Poche ore fa, due nepalesi reduci dall'Everest sono stati accolti in trionfo a Kathmandu. Uno di loro, Kami Rita Sherpa, ha compiuto l'impresa per 28 volte, sempre insieme a clienti. L'altro, Hari Budha Magar, è un ex-militare dei Gurkha, i nepalesi dell'esercito britannico. Ha perso le gambe nel 2010 in Afghanistan, a causa di una mina antiuomo.
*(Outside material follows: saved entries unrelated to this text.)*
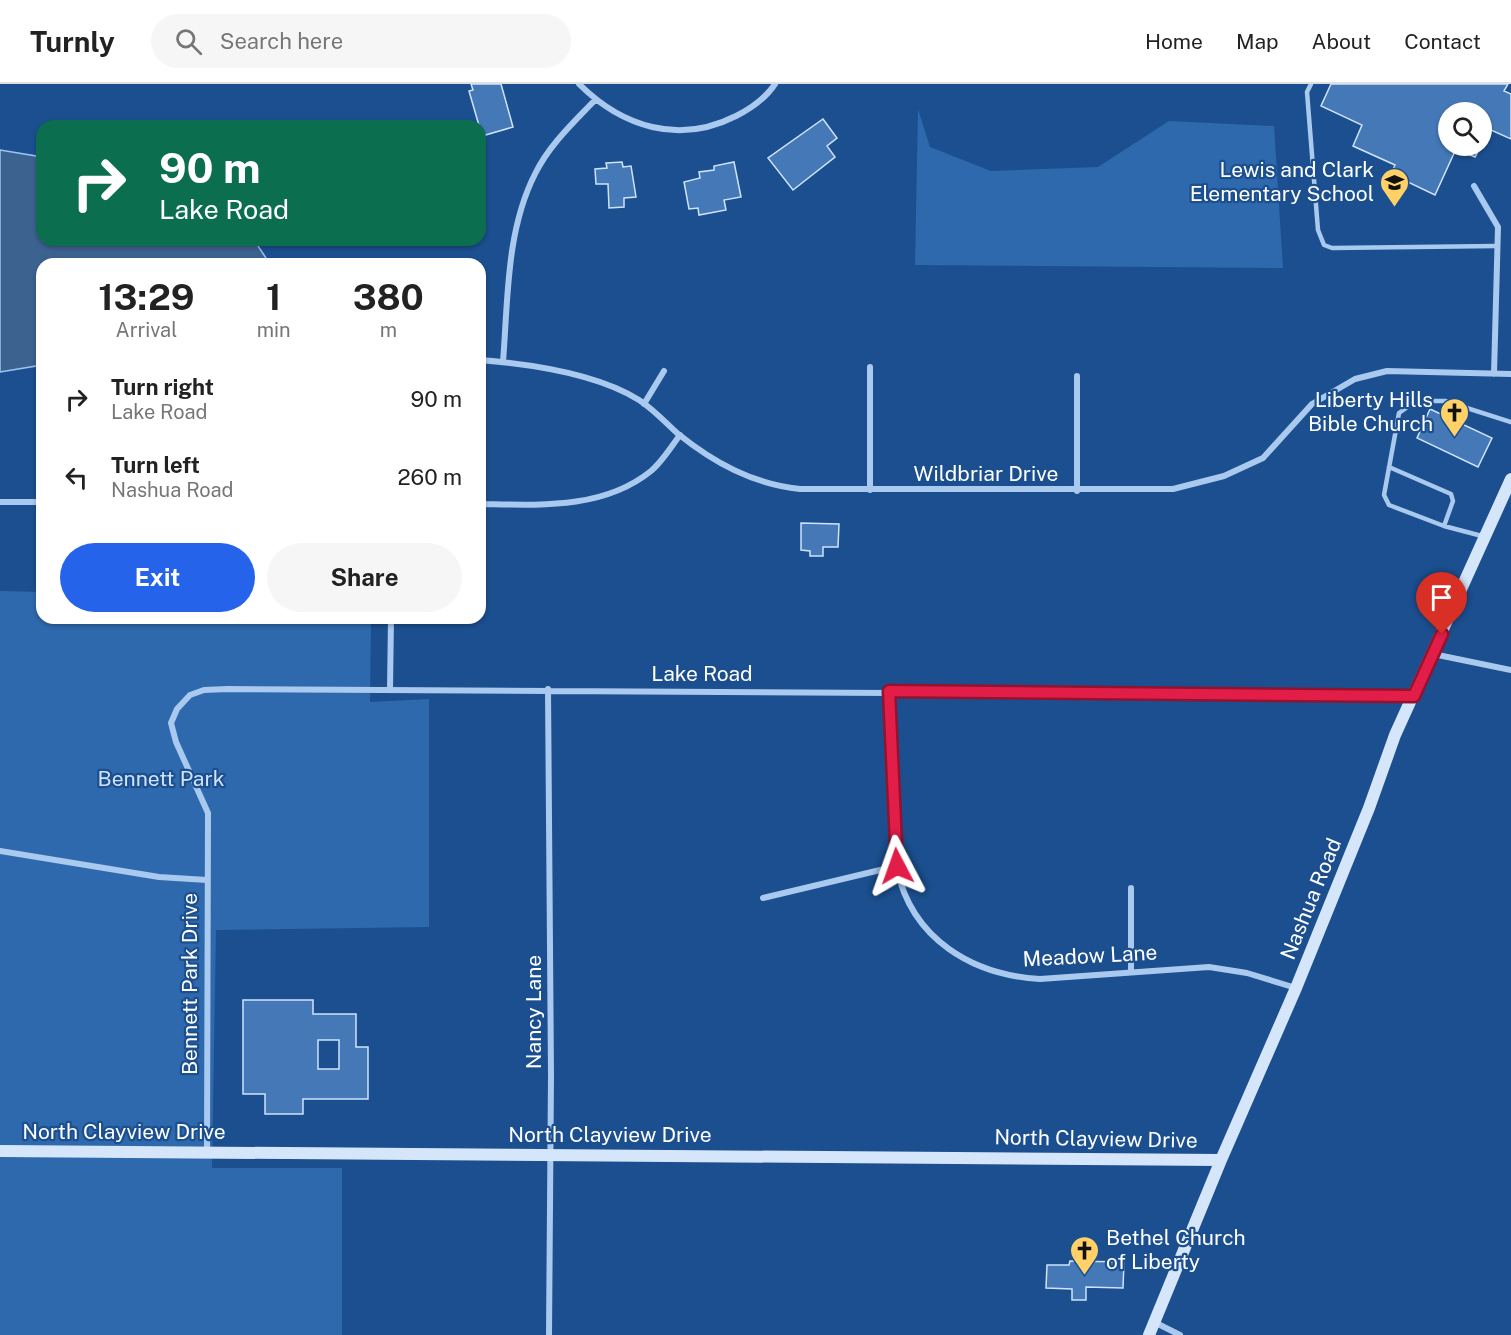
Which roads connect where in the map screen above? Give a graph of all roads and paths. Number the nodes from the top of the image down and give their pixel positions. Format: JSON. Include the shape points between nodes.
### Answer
{"nodes":[{"id":1,"x":579,"y":84,"type":"edge"},
{"id":2,"x":775,"y":84,"type":"edge"},
{"id":3,"x":1311,"y":84,"type":"edge"},
{"id":4,"x":595,"y":100,"type":"junction"},
{"id":5,"x":1474,"y":186,"type":"dead end"},
{"id":6,"x":1496,"y":246,"type":"junction"},
{"id":7,"x":486,"y":361,"type":"edge"},
{"id":8,"x":503,"y":362,"type":"junction"},
{"id":9,"x":870,"y":367,"type":"dead end"},
{"id":10,"x":664,"y":371,"type":"dead end"},
{"id":11,"x":1494,"y":374,"type":"junction"},
{"id":12,"x":1511,"y":374,"type":"edge"},
{"id":13,"x":1077,"y":376,"type":"dead end"},
{"id":14,"x":644,"y":404,"type":"junction"},
{"id":15,"x":1511,"y":422,"type":"edge"},
{"id":16,"x":680,"y":435,"type":"junction"},
{"id":17,"x":1389,"y":466,"type":"junction"},
{"id":18,"x":1511,"y":479,"type":"edge"},
{"id":19,"x":870,"y":490,"type":"junction"},
{"id":20,"x":1077,"y":491,"type":"junction"},
{"id":21,"x":0,"y":502,"type":"edge"},
{"id":22,"x":36,"y":502,"type":"edge"},
{"id":23,"x":486,"y":504,"type":"edge"},
{"id":24,"x":1444,"y":526,"type":"junction"},
{"id":25,"x":1484,"y":537,"type":"junction"},
{"id":26,"x":391,"y":624,"type":"edge"},
{"id":27,"x":1433,"y":654,"type":"junction"},
{"id":28,"x":1511,"y":670,"type":"edge"},
{"id":29,"x":390,"y":689,"type":"junction"},
{"id":30,"x":548,"y":689,"type":"junction"},
{"id":31,"x":889,"y":691,"type":"junction"},
{"id":32,"x":1414,"y":696,"type":"junction"},
{"id":33,"x":0,"y":851,"type":"edge"},
{"id":34,"x":897,"y":866,"type":"junction"},
{"id":35,"x":207,"y":880,"type":"junction"},
{"id":36,"x":1131,"y":888,"type":"dead end"},
{"id":37,"x":764,"y":898,"type":"dead end"},
{"id":38,"x":1131,"y":972,"type":"junction"},
{"id":39,"x":1296,"y":988,"type":"junction"},
{"id":40,"x":0,"y":1151,"type":"edge"},
{"id":41,"x":207,"y":1152,"type":"junction"},
{"id":42,"x":550,"y":1154,"type":"junction"},
{"id":43,"x":1221,"y":1160,"type":"junction"},
{"id":44,"x":1154,"y":1322,"type":"junction"},
{"id":45,"x":549,"y":1335,"type":"edge"},
{"id":46,"x":1149,"y":1335,"type":"edge"},
{"id":47,"x":1180,"y":1335,"type":"edge"}],
"edges":[{"from":1,"to":4,"type":"street"},
{"from":2,"to":4,"type":"street","via":[[754,107],[720,124],[683,131],[643,127]]},
{"from":3,"to":6,"type":"lane","via":[[1307,99],[1318,230],[1324,245]]},
{"from":4,"to":8,"type":"street","via":[[559,138],[535,174],[516,227]]},
{"from":5,"to":6,"type":"street","via":[[1498,227]]},
{"from":6,"to":11,"type":"street"},
{"from":7,"to":8,"type":"street","name":"Wildbriar Drive"},
{"from":8,"to":14,"type":"street","name":"Wildbriar Drive","via":[[537,365],[612,388]]},
{"from":9,"to":19,"type":"street"},
{"from":10,"to":14,"type":"street"},
{"from":11,"to":12,"type":"street","name":"Wildbriar Drive"},
{"from":11,"to":20,"type":"street","name":"Wildbriar Drive","via":[[1371,374],[1326,394],[1300,416],[1263,458],[1224,476],[1173,489]]},
{"from":13,"to":20,"type":"street"},
{"from":14,"to":16,"type":"street","name":"Wildbriar Drive"},
{"from":15,"to":17,"type":"lane","via":[[1445,401],[1416,401],[1399,413]]},
{"from":16,"to":19,"type":"street","name":"Wildbriar Drive","via":[[723,465],[765,483],[800,489]]},
{"from":16,"to":23,"type":"street","via":[[651,471],[629,486],[559,504]]},
{"from":17,"to":24,"type":"lane","via":[[1384,495],[1389,505]]},
{"from":17,"to":24,"type":"lane","via":[[1451,494]]},
{"from":18,"to":25,"type":"street","name":"Nashua Road"},
{"from":19,"to":20,"type":"street","name":"Wildbriar Drive"},
{"from":21,"to":22,"type":"street"},
{"from":24,"to":25,"type":"lane"},
{"from":25,"to":27,"type":"street","name":"Nashua Road"},
{"from":26,"to":29,"type":"street"},
{"from":27,"to":28,"type":"street"},
{"from":27,"to":32,"type":"street","name":"Nashua Road"},
{"from":29,"to":30,"type":"street","name":"Lake Road"},
{"from":29,"to":35,"type":"street","name":"Lake Road","via":[[204,690],[182,702],[171,723],[208,813]]},
{"from":30,"to":31,"type":"street","name":"Lake Road"},
{"from":30,"to":42,"type":"street","name":"Nancy Lane"},
{"from":31,"to":32,"type":"street","name":"Lake Road"},
{"from":31,"to":34,"type":"street","name":"Meadow Lane"},
{"from":32,"to":39,"type":"street","name":"Nashua Road","via":[[1395,735]]},
{"from":33,"to":35,"type":"street","name":"Bennett Park Drive","via":[[159,877]]},
{"from":34,"to":37,"type":"street"},
{"from":34,"to":38,"type":"street","name":"Meadow Lane","via":[[916,916],[939,943],[969,963],[1029,979]]},
{"from":35,"to":41,"type":"street","name":"Bennett Park Drive"},
{"from":36,"to":38,"type":"street"},
{"from":38,"to":39,"type":"street","name":"Meadow Lane","via":[[1209,967],[1247,973]]},
{"from":39,"to":43,"type":"street","name":"Nashua Road"},
{"from":40,"to":41,"type":"street","name":"North Clayview Drive"},
{"from":41,"to":42,"type":"street","name":"North Clayview Drive"},
{"from":42,"to":43,"type":"street","name":"North Clayview Drive"},
{"from":42,"to":45,"type":"street","name":"Nancy Lane"},
{"from":43,"to":44,"type":"street","name":"Nashua Road"},
{"from":44,"to":46,"type":"street","name":"Nashua Road"},
{"from":44,"to":47,"type":"street"}]}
L'altro ieri è diventato il primo alpinista con queste menomazioni sulla vetta. «Se un doppio amputato sopra il ginocchio può scalare l'Everest, puoi scalare qualsiasi montagna che affronti, purché tu sia disciplinato, lavori sodo e ci metti tutto», ha detto dopo l'impresa l'ex militare, che sulla strada per la vetta ha esaurito l'ossigeno, per poi essere soccorso dai compagni di cordata.

L'ANNIVERSARIO

Cambiano il vestiario, i respiratori e le radio, ma uomini e donne, sull'Everest, continuano a superare sé stessi. La foto di alpinismo più famosa della storia viene scattata il 29 maggio del 1953. Mostra un uomo in piedi su una vetta, mentre alza verso il cielo una piccozza. La vetta è l'Everest, 8848 metri, il "tetto del mondo". L'uomo è Tenzing Norgay, uno sherpa nato in Nepal e che vive a Darjeeling, in India. Indossa una giacca a vento scura e pantaloni imbottiti, è legato con una corda alla vita. Ha il volto nascosto dal cappuccio, dal respiratore e dagli occhiali da sole.

Ma è felice, e si vede.

A scattare la foto è il neozelandese Edmund Hillary, e una sua immagine sulla vetta non c'è. «Tenzing non aveva una macchina fotografica, spiegargli come usare la mia sarebbe stato complicato», racconterà. Non ci sono radio, nel gruppo, e il Resto della spedizione festeggia il giorno dopo. Poi James Morris, l'inviato del Times, entra nella storia del giornalismo. Scrive un articolo, lo affida a un messaggero che corre fino al primo villaggio dotato di una radio. Il 2 giugno, durante il corteo per l'incoronazione di Elisabetta II, il Times e gli altoparlanti annunciano a tre milioni di persone che l'Union Jack ha sventolato sul "Terzo Polo". L'Impero britannico muore, ma l'Everest è il suo ultimo trionfo. Oggi i telefoni satellitari permettono di connettersi dalle vette, e molti alpinisti postano le loro foto in diretta sui social.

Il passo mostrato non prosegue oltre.